What this task involves: Copy the listing exactly, please, and keep every picture out of it.

Data shown:
*-*-*
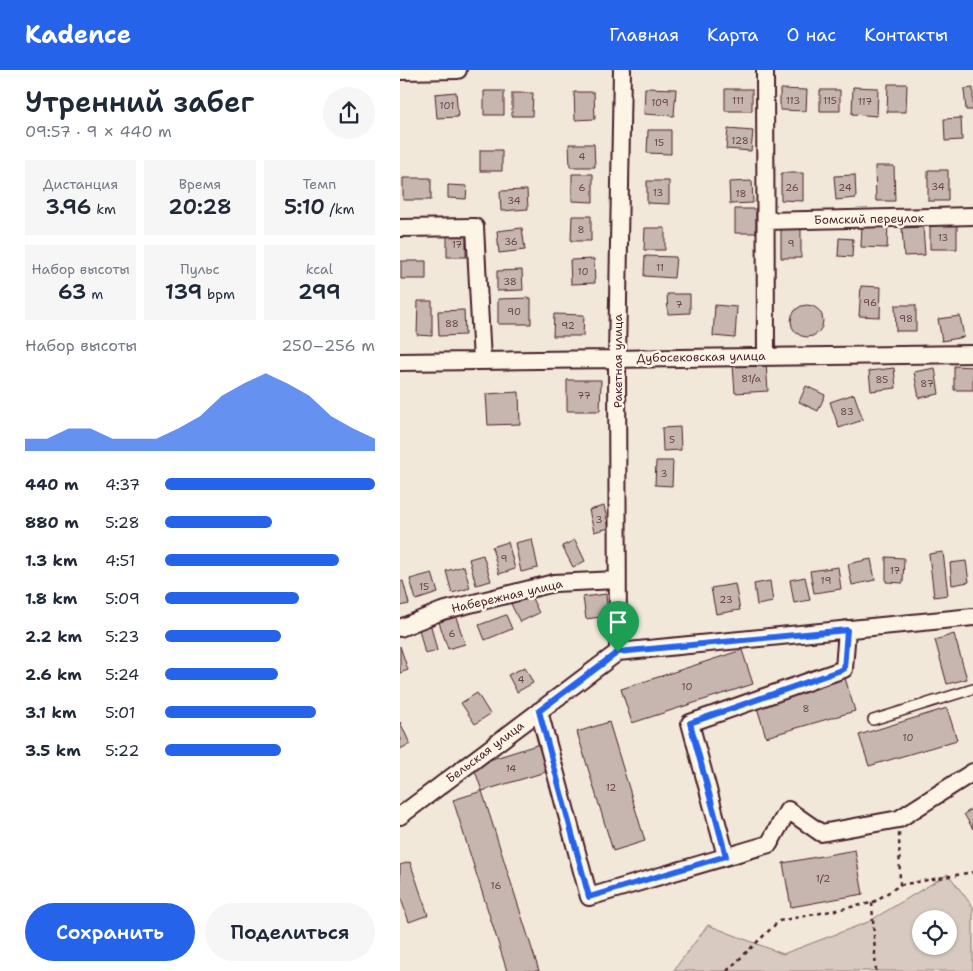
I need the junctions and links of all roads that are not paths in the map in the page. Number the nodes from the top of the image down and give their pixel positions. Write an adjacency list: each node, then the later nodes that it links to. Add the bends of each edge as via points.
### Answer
1 (458, 70): 4 (street)
2 (622, 70): 10 (street, Ракетная улица)
3 (765, 70): 6 (street)
4 (400, 71)
5 (973, 216): 6 (street, Бомский переулок)
6 (766, 221): 9 (street)
7 (400, 228): 11 (street, via 475,227)
8 (973, 354): 9 (street, Дубосековская улица)
9 (766, 356): 10 (street, Дубосековская улица)
10 (617, 358): 11 (street, Дубосековская улица); 13 (street, Ракетная улица)
11 (482, 361): 12 (street, Дубосековская улица)
12 (400, 362)
13 (618, 580): 15 (street, Набережная улица, via 554,583 442,611); 17 (street, Ракетная улица)
14 (973, 617): 16 (street)
15 (400, 628)
16 (847, 630): 17 (street); 23 (street, via 844,669 690,723)
17 (618, 652): 19 (street, Бельская улица)
18 (973, 689): 20 (lane)
19 (539, 711): 22 (street, Бельская улица); 23 (street, via 589,897)
20 (873, 720)
21 (973, 772): 23 (street, via 899,819 821,833 788,810 769,844)
22 (400, 816)
23 (726, 856)

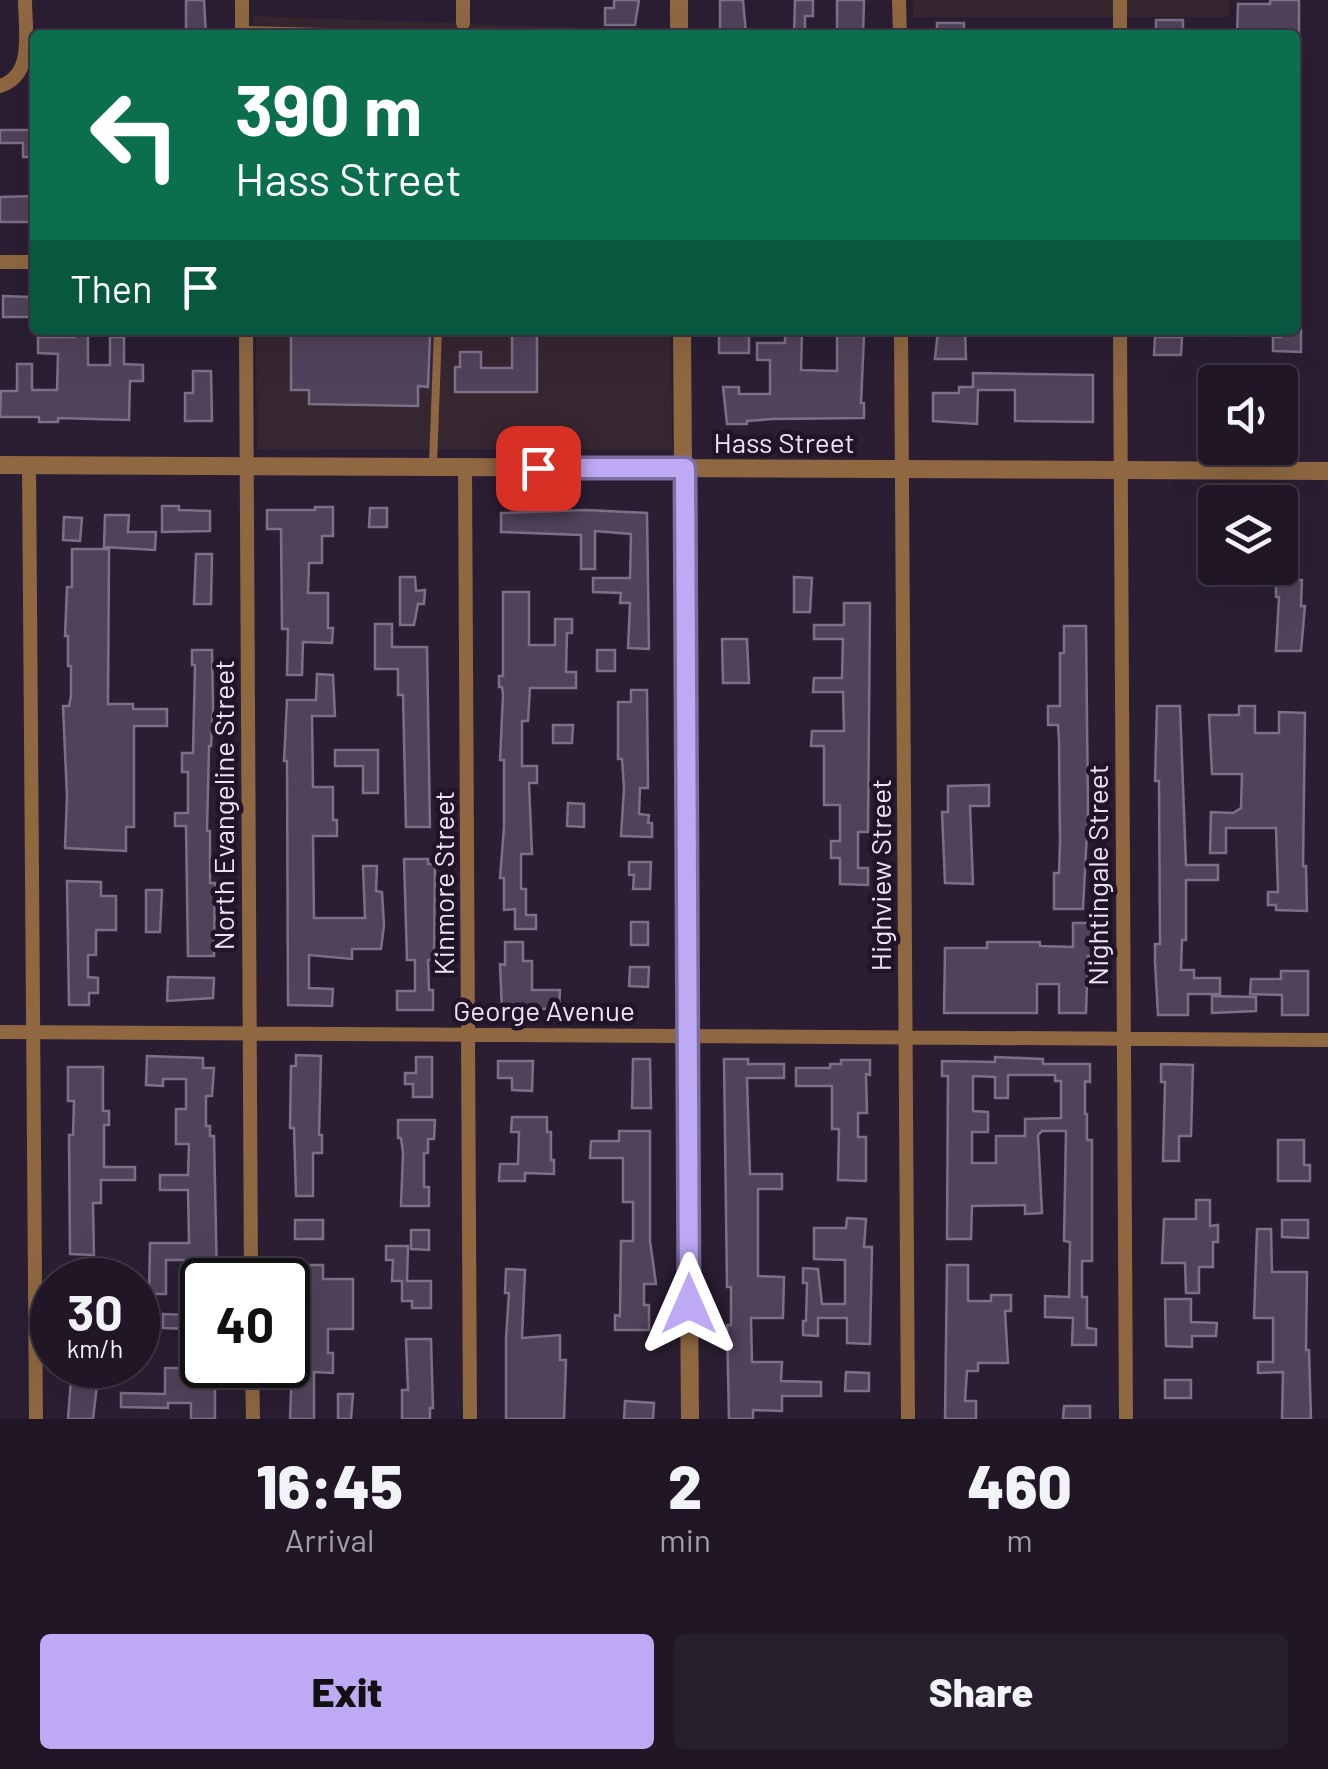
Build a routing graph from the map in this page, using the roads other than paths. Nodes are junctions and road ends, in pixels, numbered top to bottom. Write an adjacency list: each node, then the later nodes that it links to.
1 (24, 0): 12 (street)
2 (242, 0): 8 (street)
3 (462, 0): 7 (street)
4 (679, 0): 9 (street)
5 (900, 0): 10 (street)
6 (1120, 0): 11 (street)
7 (463, 23)
8 (242, 30)
9 (679, 30)
10 (900, 30)
11 (1120, 30)
12 (0, 86)
13 (0, 262): 14 (street)
14 (30, 262)
15 (246, 335): 22 (street, North Evangeline Street)
16 (438, 335): 23 (lane)
17 (682, 335): 25 (street)
18 (902, 335): 26 (street, Highview Street)
19 (1120, 335): 27 (street, Nightingale Street)
20 (0, 466): 21 (street, Hass Street)
21 (29, 466): 22 (street, Hass Street); 30 (street)
22 (248, 467): 23 (street, Hass Street); 31 (street, North Evangeline Street)
23 (433, 468): 24 (street, Hass Street)
24 (465, 468): 25 (street, Hass Street); 32 (street, Kinmore Street)
25 (685, 468): 26 (street, Hass Street); 33 (street)
26 (902, 470): 27 (street, Hass Street); 34 (street, Highview Street)
27 (1119, 471): 28 (street, Hass Street); 35 (street, Nightingale Street)
28 (1328, 472)
29 (0, 1032): 30 (street, George Avenue)
30 (34, 1032): 31 (street, George Avenue); 39 (street)
31 (248, 1034): 32 (street, George Avenue); 37 (street, North Evangeline Street)
32 (468, 1035): 33 (street, George Avenue); 41 (street, Kinmore Street)
33 (689, 1036): 34 (street, George Avenue); 42 (street)
34 (906, 1038): 35 (street, George Avenue); 43 (street, Highview Street)
35 (1123, 1039): 36 (street, George Avenue); 44 (street, Nightingale Street)
36 (1328, 1040)
37 (251, 1258)
38 (252, 1388): 40 (street)
39 (36, 1419)
40 (252, 1419)
41 (470, 1419)
42 (690, 1419)
43 (908, 1419)
44 (1126, 1419)

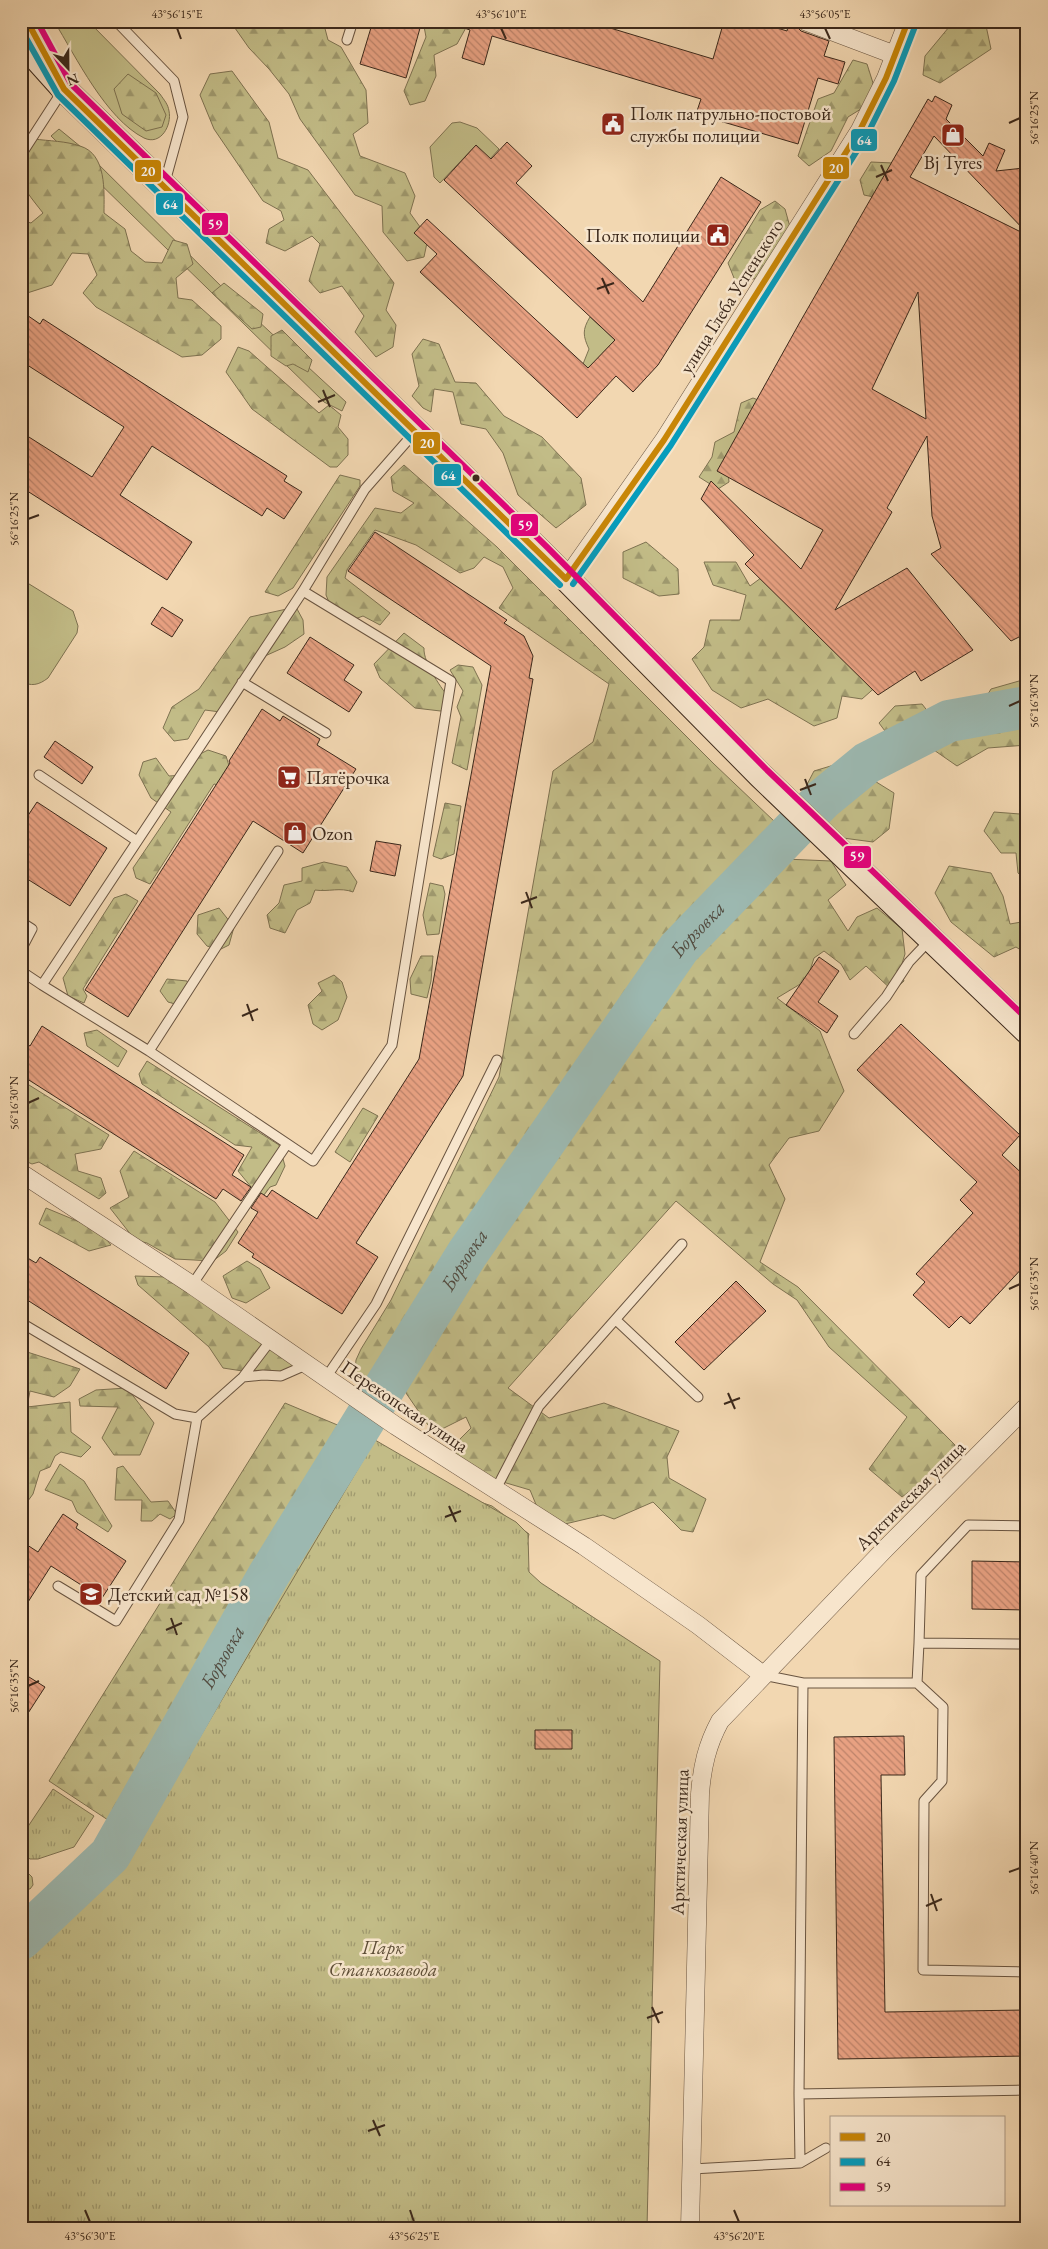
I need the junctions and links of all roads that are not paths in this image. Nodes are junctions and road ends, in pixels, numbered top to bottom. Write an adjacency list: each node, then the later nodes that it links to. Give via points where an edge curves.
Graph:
1 (26, 21): 9 (lane)
2 (116, 21): 11 (lane, via 174,81 182,117)
3 (353, 21): 6 (lane)
4 (805, 21): 8 (street)
5 (908, 21): 8 (street, улица Глеба Успенского)
6 (347, 40)
7 (21, 41): 9 (street)
8 (895, 56): 13 (street, улица Глеба Успенского, via 860,130 782,255 664,440)
9 (64, 89): 10 (lane); 11 (street)
10 (21, 155)
11 (164, 187): 12 (street)
12 (415, 431): 13 (street); 14 (lane, via 365,489)
13 (566, 579): 21 (street, via 781,795)
14 (303, 591): 15 (lane); 29 (lane, via 451,681 392,1045 313,1161)
15 (242, 682): 16 (lane); 18 (lane)
16 (326, 733)
17 (39, 775): 18 (lane)
18 (137, 841): 24 (lane)
19 (278, 851): 27 (lane)
20 (21, 922): 22 (lane, via 32,929)
21 (931, 939): 25 (street); 26 (lane, via 909,962 886,997)
22 (21, 950)
23 (21, 971): 24 (lane)
24 (42, 985): 27 (lane)
25 (1027, 1030)
26 (854, 1034)
27 (149, 1051): 29 (lane)
28 (497, 1060): 38 (lane, via 376,1304)
29 (287, 1144): 32 (lane)
30 (21, 1174): 32 (street, Перекопская улица)
31 (682, 1244): 33 (lane)
32 (192, 1286): 35 (street, Перекопская улица)
33 (616, 1320): 39 (lane); 42 (lane, via 539,1406)
34 (21, 1330): 41 (lane, via 25,1325 175,1414)
35 (271, 1340): 36 (street, Перекопская улица); 37 (lane)
36 (306, 1365): 37 (lane, via 281,1376); 38 (street, Перекопская улица)
37 (243, 1376): 41 (lane)
38 (330, 1382): 42 (street, Перекопская улица)
39 (698, 1397)
40 (1027, 1406): 47 (street, Арктическая улица)
41 (197, 1418): 44 (lane, via 179,1520 116,1621)
42 (495, 1491): 47 (street, Перекопская улица, via 603,1559)
43 (1027, 1526): 45 (lane, via 968,1525 921,1575)
44 (58, 1586)
45 (919, 1643): 46 (lane); 49 (lane)
46 (1027, 1644)
47 (763, 1675): 48 (lane); 55 (street, Арктическая улица, via 720,1721 709,1741 702,1765)
48 (803, 1683): 49 (lane); 52 (lane)
49 (917, 1683): 50 (lane, via 942,1707 942,1781 924,1801 923,1970)
50 (1027, 1972)
51 (1027, 2090): 52 (lane)
52 (799, 2094): 54 (lane)
53 (826, 2148): 54 (lane)
54 (800, 2164): 55 (lane)
55 (692, 2170): 56 (street, Арктическая улица)
56 (690, 2228)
*-*-*
Output for this exercise:
I need the junctions and links of all roads that are not paths in the map in the page. Number the nodes from the top of the image down and give their pixel positions. Write an adjacency list: each node, then the later nodes that it links to. Add the bends of each edge as via points.
### Answer
1 (458, 70): 4 (street)
2 (622, 70): 10 (street, Ракетная улица)
3 (765, 70): 6 (street)
4 (400, 71)
5 (973, 216): 6 (street, Бомский переулок)
6 (766, 221): 9 (street)
7 (400, 228): 11 (street, via 475,227)
8 (973, 354): 9 (street, Дубосековская улица)
9 (766, 356): 10 (street, Дубосековская улица)
10 (617, 358): 11 (street, Дубосековская улица); 13 (street, Ракетная улица)
11 (482, 361): 12 (street, Дубосековская улица)
12 (400, 362)
13 (618, 580): 15 (street, Набережная улица, via 554,583 442,611); 17 (street, Ракетная улица)
14 (973, 617): 16 (street)
15 (400, 628)
16 (847, 630): 17 (street); 23 (street, via 844,669 690,723)
17 (618, 652): 19 (street, Бельская улица)
18 (973, 689): 20 (lane)
19 (539, 711): 22 (street, Бельская улица); 23 (street, via 589,897)
20 (873, 720)
21 (973, 772): 23 (street, via 899,819 821,833 788,810 769,844)
22 (400, 816)
23 (726, 856)

Build a routing graph from the map in this page, using the roads other than paths. Nodes are junctions and road ends, in pixels, numbered top to bottom. Write an adjacency list: each node, then the later nodes that it links to.
1 (24, 0): 12 (street)
2 (242, 0): 8 (street)
3 (462, 0): 7 (street)
4 (679, 0): 9 (street)
5 (900, 0): 10 (street)
6 (1120, 0): 11 (street)
7 (463, 23)
8 (242, 30)
9 (679, 30)
10 (900, 30)
11 (1120, 30)
12 (0, 86)
13 (0, 262): 14 (street)
14 (30, 262)
15 (246, 335): 22 (street, North Evangeline Street)
16 (438, 335): 23 (lane)
17 (682, 335): 25 (street)
18 (902, 335): 26 (street, Highview Street)
19 (1120, 335): 27 (street, Nightingale Street)
20 (0, 466): 21 (street, Hass Street)
21 (29, 466): 22 (street, Hass Street); 30 (street)
22 (248, 467): 23 (street, Hass Street); 31 (street, North Evangeline Street)
23 (433, 468): 24 (street, Hass Street)
24 (465, 468): 25 (street, Hass Street); 32 (street, Kinmore Street)
25 (685, 468): 26 (street, Hass Street); 33 (street)
26 (902, 470): 27 (street, Hass Street); 34 (street, Highview Street)
27 (1119, 471): 28 (street, Hass Street); 35 (street, Nightingale Street)
28 (1328, 472)
29 (0, 1032): 30 (street, George Avenue)
30 (34, 1032): 31 (street, George Avenue); 39 (street)
31 (248, 1034): 32 (street, George Avenue); 37 (street, North Evangeline Street)
32 (468, 1035): 33 (street, George Avenue); 41 (street, Kinmore Street)
33 (689, 1036): 34 (street, George Avenue); 42 (street)
34 (906, 1038): 35 (street, George Avenue); 43 (street, Highview Street)
35 (1123, 1039): 36 (street, George Avenue); 44 (street, Nightingale Street)
36 (1328, 1040)
37 (251, 1258)
38 (252, 1388): 40 (street)
39 (36, 1419)
40 (252, 1419)
41 (470, 1419)
42 (690, 1419)
43 (908, 1419)
44 (1126, 1419)

I need the junctions and links of all roads that are not paths in this image. Nodes are junctions and road ends, in pixels, numbered top to bottom. Write an adjacency list: each node, then the later nodes that it links to. Give via points where an edge curves.
Graph:
1 (26, 21): 9 (lane)
2 (116, 21): 11 (lane, via 174,81 182,117)
3 (353, 21): 6 (lane)
4 (805, 21): 8 (street)
5 (908, 21): 8 (street, улица Глеба Успенского)
6 (347, 40)
7 (21, 41): 9 (street)
8 (895, 56): 13 (street, улица Глеба Успенского, via 860,130 782,255 664,440)
9 (64, 89): 10 (lane); 11 (street)
10 (21, 155)
11 (164, 187): 12 (street)
12 (415, 431): 13 (street); 14 (lane, via 365,489)
13 (566, 579): 21 (street, via 781,795)
14 (303, 591): 15 (lane); 29 (lane, via 451,681 392,1045 313,1161)
15 (242, 682): 16 (lane); 18 (lane)
16 (326, 733)
17 (39, 775): 18 (lane)
18 (137, 841): 24 (lane)
19 (278, 851): 27 (lane)
20 (21, 922): 22 (lane, via 32,929)
21 (931, 939): 25 (street); 26 (lane, via 909,962 886,997)
22 (21, 950)
23 (21, 971): 24 (lane)
24 (42, 985): 27 (lane)
25 (1027, 1030)
26 (854, 1034)
27 (149, 1051): 29 (lane)
28 (497, 1060): 38 (lane, via 376,1304)
29 (287, 1144): 32 (lane)
30 (21, 1174): 32 (street, Перекопская улица)
31 (682, 1244): 33 (lane)
32 (192, 1286): 35 (street, Перекопская улица)
33 (616, 1320): 39 (lane); 42 (lane, via 539,1406)
34 (21, 1330): 41 (lane, via 25,1325 175,1414)
35 (271, 1340): 36 (street, Перекопская улица); 37 (lane)
36 (306, 1365): 37 (lane, via 281,1376); 38 (street, Перекопская улица)
37 (243, 1376): 41 (lane)
38 (330, 1382): 42 (street, Перекопская улица)
39 (698, 1397)
40 (1027, 1406): 47 (street, Арктическая улица)
41 (197, 1418): 44 (lane, via 179,1520 116,1621)
42 (495, 1491): 47 (street, Перекопская улица, via 603,1559)
43 (1027, 1526): 45 (lane, via 968,1525 921,1575)
44 (58, 1586)
45 (919, 1643): 46 (lane); 49 (lane)
46 (1027, 1644)
47 (763, 1675): 48 (lane); 55 (street, Арктическая улица, via 720,1721 709,1741 702,1765)
48 (803, 1683): 49 (lane); 52 (lane)
49 (917, 1683): 50 (lane, via 942,1707 942,1781 924,1801 923,1970)
50 (1027, 1972)
51 (1027, 2090): 52 (lane)
52 (799, 2094): 54 (lane)
53 (826, 2148): 54 (lane)
54 (800, 2164): 55 (lane)
55 (692, 2170): 56 (street, Арктическая улица)
56 (690, 2228)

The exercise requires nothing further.